Norm ISO 8686-4:2005: Lastkombinationsverfahren für Portalkrane

Die Norm ISO 8686-4:2005 „Krane – Lasten und Lastkombinationen – Teil 4: Portalkrane“ definiert die Bemessung für Lastkombinationen von Portalkranen. Sie legt die Lastklassifizierung, die Lastannahmen und die Kombinationsverfahren für die Konstruktion im Grenzzustandsverfahren fest.


Lastklassifizierung und Lastannahmen

Unterschieden wird zwischen ständigen Lasten G (Eigengewicht, Befestigungen, Schiene), veränderlichen Lasten Q (hängende Last, Windlast, Schnee, Stoß, Temperatur) und außergewöhnlichen Lasten A (Erdbeben, Kollision). Der Betriebswinddruck beträgt 250 N/m², für den Nichtbetriebszustand gilt ein Extremwert mit 50-jähriger Wiederkehrperiode.

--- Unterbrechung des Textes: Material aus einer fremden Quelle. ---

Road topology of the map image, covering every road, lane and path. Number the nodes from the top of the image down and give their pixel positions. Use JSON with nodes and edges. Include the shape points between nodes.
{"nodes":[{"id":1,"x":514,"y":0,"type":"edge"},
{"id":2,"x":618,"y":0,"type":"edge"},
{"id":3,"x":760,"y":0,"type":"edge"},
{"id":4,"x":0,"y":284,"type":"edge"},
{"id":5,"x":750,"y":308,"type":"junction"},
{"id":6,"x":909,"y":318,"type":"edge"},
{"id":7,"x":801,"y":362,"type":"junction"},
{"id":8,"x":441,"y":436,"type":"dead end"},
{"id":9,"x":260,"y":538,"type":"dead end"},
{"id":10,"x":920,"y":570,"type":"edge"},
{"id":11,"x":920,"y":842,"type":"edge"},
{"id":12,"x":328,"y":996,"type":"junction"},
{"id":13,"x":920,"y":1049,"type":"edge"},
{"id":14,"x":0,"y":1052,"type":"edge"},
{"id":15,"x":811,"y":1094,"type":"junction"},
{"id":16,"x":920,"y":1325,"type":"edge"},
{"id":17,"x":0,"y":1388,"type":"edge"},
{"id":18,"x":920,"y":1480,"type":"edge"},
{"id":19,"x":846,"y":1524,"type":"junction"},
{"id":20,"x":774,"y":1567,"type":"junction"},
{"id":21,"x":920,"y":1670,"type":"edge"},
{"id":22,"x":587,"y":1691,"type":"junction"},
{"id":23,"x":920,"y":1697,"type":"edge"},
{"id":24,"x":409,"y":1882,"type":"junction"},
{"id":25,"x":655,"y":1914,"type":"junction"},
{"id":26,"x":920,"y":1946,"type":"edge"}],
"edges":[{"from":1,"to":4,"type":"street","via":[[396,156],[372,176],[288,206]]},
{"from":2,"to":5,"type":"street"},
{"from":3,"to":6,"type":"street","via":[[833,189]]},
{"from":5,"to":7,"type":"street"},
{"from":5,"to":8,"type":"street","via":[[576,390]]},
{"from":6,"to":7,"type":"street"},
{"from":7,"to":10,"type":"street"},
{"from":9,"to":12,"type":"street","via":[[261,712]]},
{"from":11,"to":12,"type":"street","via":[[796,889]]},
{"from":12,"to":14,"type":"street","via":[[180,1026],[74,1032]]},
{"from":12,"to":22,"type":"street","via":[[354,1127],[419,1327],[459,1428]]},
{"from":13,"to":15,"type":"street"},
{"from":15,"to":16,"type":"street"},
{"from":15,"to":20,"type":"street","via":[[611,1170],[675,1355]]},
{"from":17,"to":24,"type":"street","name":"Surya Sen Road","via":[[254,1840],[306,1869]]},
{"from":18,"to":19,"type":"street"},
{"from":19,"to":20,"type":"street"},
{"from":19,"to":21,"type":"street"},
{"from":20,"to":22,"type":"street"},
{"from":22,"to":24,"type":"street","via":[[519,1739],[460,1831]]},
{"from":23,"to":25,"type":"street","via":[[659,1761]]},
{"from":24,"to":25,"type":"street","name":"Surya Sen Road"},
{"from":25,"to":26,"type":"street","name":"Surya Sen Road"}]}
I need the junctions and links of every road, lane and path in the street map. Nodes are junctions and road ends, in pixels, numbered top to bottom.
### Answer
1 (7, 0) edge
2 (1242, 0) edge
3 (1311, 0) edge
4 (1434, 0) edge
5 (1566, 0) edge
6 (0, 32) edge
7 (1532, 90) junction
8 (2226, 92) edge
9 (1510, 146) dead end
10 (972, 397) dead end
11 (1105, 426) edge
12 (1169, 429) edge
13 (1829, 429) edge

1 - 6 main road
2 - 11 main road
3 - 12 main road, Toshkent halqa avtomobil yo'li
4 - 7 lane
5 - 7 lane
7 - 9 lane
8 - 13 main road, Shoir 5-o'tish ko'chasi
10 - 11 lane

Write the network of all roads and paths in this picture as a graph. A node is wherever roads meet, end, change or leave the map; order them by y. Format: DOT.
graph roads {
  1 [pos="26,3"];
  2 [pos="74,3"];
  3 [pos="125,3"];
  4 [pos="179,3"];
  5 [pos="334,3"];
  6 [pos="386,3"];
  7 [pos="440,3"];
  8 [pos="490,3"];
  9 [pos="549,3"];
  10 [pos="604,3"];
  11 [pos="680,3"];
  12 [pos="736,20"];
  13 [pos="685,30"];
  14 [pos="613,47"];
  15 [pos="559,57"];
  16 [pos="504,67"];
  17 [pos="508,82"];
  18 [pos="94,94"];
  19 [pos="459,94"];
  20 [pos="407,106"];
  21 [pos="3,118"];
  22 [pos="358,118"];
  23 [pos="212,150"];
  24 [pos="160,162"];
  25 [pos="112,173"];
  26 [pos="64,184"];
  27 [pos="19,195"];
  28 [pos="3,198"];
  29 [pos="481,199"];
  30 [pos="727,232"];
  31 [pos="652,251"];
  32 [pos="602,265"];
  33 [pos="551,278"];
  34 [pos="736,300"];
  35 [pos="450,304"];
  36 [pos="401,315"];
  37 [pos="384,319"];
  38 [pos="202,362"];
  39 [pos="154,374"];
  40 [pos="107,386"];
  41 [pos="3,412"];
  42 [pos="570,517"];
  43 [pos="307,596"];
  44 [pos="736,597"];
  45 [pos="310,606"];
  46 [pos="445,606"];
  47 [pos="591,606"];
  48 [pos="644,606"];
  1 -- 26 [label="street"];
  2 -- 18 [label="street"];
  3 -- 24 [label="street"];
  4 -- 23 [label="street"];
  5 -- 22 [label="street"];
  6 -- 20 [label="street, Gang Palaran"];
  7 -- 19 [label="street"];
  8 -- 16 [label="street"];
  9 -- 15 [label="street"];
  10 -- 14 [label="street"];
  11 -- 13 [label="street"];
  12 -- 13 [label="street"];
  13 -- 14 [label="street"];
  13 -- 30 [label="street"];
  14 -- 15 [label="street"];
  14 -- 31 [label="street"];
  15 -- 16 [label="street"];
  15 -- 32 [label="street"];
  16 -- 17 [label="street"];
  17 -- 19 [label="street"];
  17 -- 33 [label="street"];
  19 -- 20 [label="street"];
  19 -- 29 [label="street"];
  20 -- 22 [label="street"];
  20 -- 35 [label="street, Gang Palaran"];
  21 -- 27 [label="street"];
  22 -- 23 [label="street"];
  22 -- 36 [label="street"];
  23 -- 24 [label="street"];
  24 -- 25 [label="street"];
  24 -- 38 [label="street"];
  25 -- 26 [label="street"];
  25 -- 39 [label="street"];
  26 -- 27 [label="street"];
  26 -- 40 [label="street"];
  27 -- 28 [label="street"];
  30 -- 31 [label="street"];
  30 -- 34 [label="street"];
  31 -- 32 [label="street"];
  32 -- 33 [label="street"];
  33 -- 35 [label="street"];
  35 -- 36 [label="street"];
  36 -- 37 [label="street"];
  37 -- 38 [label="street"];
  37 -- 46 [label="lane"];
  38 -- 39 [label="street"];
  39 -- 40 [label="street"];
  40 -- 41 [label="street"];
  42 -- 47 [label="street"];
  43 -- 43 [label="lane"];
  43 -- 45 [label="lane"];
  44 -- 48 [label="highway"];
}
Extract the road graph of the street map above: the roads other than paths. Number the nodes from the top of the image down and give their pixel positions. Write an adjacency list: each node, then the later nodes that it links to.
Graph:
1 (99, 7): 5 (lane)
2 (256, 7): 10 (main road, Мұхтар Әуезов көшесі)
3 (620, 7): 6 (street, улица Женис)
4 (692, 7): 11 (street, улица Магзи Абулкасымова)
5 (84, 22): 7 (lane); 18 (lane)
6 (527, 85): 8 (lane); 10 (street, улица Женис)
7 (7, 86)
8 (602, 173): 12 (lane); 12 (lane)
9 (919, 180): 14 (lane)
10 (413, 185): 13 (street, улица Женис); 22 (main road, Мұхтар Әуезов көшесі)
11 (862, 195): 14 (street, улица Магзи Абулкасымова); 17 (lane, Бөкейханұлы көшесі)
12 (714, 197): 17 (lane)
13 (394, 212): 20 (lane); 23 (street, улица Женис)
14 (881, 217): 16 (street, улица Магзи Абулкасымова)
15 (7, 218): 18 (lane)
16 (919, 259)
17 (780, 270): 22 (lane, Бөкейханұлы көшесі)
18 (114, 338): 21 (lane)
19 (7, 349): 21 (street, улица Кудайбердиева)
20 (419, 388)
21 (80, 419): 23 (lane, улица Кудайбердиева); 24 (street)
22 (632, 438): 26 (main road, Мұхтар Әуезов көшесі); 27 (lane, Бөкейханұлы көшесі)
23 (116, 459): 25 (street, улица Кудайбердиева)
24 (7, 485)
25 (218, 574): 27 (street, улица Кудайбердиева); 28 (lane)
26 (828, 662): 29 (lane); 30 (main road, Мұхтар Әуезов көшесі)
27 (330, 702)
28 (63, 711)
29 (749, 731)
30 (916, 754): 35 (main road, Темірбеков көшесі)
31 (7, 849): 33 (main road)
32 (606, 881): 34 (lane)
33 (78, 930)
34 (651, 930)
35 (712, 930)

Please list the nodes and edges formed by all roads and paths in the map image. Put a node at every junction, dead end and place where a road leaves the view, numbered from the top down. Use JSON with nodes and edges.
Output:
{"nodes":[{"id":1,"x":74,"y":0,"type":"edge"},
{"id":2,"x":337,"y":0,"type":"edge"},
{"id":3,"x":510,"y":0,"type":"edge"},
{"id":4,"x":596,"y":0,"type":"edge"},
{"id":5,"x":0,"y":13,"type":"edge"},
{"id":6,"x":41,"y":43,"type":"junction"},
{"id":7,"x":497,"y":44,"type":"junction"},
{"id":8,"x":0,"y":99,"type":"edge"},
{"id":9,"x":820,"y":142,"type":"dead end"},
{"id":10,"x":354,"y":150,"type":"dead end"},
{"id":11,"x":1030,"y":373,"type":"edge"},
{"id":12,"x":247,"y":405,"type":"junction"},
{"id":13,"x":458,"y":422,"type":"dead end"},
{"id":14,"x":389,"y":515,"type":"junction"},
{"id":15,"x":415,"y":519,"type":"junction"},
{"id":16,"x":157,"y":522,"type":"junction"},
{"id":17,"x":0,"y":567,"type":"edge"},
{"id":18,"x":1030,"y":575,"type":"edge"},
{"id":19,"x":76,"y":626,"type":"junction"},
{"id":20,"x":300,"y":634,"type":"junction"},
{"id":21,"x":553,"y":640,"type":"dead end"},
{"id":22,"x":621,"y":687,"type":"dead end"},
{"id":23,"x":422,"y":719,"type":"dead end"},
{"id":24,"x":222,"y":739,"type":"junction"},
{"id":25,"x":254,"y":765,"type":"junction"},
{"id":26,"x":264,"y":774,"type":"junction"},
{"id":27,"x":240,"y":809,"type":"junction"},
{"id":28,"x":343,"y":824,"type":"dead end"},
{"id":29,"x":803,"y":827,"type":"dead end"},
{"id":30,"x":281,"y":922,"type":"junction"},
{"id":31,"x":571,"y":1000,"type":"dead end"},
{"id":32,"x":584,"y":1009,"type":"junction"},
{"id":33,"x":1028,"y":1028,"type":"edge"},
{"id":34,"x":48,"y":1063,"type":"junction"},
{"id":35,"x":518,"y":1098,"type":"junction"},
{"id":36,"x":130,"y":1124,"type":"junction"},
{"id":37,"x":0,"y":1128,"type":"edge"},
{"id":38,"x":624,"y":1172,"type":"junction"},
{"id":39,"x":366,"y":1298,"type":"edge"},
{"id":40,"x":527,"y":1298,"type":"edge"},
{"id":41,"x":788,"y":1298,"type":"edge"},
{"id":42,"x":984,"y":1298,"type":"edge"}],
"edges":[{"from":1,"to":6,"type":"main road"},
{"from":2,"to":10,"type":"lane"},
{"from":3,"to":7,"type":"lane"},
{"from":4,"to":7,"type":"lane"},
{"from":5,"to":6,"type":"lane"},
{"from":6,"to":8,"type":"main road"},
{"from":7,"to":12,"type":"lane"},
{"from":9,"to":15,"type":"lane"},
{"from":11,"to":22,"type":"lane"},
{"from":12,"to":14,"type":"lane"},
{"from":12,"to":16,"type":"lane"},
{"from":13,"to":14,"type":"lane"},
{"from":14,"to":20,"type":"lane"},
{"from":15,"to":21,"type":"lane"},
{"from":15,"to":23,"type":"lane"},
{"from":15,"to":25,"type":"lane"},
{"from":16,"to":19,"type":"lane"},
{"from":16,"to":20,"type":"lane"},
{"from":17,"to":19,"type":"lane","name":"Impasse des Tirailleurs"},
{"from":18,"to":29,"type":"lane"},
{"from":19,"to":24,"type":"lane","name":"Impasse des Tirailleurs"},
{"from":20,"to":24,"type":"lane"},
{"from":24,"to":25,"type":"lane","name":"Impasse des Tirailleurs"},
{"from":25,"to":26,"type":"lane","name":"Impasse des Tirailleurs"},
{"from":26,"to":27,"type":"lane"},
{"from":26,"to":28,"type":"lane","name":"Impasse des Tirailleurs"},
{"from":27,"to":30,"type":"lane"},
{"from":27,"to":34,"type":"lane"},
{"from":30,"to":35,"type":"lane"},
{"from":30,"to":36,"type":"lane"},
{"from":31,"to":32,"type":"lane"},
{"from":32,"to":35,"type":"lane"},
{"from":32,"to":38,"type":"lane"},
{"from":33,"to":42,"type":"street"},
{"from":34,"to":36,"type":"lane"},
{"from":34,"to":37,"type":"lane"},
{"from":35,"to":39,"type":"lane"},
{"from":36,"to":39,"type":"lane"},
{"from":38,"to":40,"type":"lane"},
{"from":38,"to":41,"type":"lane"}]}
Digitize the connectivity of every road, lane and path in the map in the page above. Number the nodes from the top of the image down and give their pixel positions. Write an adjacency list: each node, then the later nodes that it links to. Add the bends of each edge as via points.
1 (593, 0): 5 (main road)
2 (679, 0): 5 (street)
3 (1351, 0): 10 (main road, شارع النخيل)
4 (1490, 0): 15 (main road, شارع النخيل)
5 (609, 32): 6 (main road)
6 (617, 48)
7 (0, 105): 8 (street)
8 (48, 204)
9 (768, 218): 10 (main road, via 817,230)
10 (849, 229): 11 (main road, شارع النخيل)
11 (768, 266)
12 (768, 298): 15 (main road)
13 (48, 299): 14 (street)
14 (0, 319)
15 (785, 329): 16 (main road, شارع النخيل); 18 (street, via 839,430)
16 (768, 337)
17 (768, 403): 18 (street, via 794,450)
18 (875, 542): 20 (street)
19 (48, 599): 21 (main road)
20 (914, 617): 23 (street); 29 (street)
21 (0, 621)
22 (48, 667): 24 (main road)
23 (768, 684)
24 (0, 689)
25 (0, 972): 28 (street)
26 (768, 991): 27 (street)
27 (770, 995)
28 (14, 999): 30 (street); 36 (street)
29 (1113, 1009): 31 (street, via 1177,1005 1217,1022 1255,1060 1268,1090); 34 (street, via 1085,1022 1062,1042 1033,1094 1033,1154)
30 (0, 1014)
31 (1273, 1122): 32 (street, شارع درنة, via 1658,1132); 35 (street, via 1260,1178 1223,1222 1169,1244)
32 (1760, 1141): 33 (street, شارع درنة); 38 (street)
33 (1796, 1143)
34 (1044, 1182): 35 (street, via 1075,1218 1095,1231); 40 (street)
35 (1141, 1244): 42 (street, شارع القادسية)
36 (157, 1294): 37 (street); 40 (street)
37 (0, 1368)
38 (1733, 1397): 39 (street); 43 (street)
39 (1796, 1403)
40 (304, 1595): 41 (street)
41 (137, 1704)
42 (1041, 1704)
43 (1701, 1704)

Der dynamische Lastfaktor liegt zwischen 1,1 und 1,3, der Stoßbeiwert für den Fahrbetrieb ebenfalls zwischen 1,1 und 1,3. Portalspezifische Lasten umfassen die Stützbein-Schrägstellung (Höhendifferenz ≤ S/1000), die Klemmkraft (10 % der Radlast) sowie die horizontale Kraft aus Lastpendeln (5 % bis 10 % der hängenden Last).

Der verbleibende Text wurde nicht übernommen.